Why It's Relevant Today

France's 1966 exit is the closest precedent for a major power partially withdrawing from NATO. It shows that an alliance member can reduce participation without formal departure—but also that the damage to allied trust and coordination can persist for decades.

Trump's first-term NATO Article 5 ambiguity (2017–2021)

May 2017 – January 2021

What Happened

During his first term, Trump repeatedly questioned NATO's value, demanded allies spend more, and at a May 2017 ceremony at NATO headquarters became the only post-war president to decline to explicitly endorse Article 5's mutual defense guarantee. He reportedly told aides multiple times he wanted to withdraw from NATO entirely.

Outcome

Short Term

Allied defense spending increased—the number of members meeting the 2% GDP target rose from 3 in 2014 to 11 by 2021. But trust in US reliability declined significantly.

Long Term

Congress passed the 2023 law requiring legislative approval for withdrawal—a direct response to fears Trump might act unilaterally in a second term. European defense cooperation accelerated through EU mechanisms.

Why It's Relevant Today

Trump's current threats follow a pattern established in his first term, but with a critical difference: this time there is a concrete grievance (allied refusal to support active combat operations) rather than an abstract burden-sharing complaint. The congressional guardrail passed in response to first-term threats is now being tested.

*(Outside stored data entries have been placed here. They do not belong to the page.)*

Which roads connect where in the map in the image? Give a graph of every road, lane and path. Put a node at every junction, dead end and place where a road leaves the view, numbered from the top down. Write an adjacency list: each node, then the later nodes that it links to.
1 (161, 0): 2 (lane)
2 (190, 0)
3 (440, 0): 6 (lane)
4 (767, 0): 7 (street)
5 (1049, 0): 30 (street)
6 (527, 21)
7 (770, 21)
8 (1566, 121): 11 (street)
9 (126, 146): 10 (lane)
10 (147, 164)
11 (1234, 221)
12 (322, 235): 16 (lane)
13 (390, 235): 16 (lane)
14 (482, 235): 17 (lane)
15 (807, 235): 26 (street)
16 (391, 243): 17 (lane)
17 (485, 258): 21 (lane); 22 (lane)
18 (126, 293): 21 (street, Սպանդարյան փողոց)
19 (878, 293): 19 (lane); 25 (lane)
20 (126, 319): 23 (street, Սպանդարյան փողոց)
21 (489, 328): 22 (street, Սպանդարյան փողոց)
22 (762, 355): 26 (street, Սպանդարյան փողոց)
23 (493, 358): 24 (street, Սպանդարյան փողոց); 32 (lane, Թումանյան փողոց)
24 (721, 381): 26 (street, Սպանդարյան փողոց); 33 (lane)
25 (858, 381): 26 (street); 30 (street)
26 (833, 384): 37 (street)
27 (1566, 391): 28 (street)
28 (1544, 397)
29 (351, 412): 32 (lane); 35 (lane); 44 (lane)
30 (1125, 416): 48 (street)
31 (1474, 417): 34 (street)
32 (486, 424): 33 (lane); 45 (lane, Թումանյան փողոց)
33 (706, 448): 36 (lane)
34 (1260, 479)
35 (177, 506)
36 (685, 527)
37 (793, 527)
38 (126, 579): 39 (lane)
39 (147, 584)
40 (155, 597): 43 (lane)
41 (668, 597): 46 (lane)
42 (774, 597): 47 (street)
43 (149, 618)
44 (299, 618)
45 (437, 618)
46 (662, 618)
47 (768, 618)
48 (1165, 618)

Suez Crisis fractures NATO allies (1956)

October–November 1956

What Happened

Britain, France, and Israel secretly invaded Egypt to seize the Suez Canal after Egyptian President Nasser nationalized it. US President Eisenhower was furious at not being consulted and threatened economic sanctions against his own allies. The US forced Britain and France to withdraw, humiliating two of NATO's founding members.

Outcome

Short Term

British Prime Minister Anthony Eden resigned. France concluded it could never depend on the US and accelerated its independent nuclear program.

Long Term

The crisis established that NATO allies could pursue sharply different military objectives in the Middle East without destroying the alliance—but also that such rifts carry lasting strategic consequences.

Why It's Relevant Today

Suez is a mirror image of the current crisis: in 1956, the US opposed allied military action in the Middle East; in 2026, allies opposed US military action. Both cases tested whether disagreements over out-of-area operations could break an alliance built for European defense.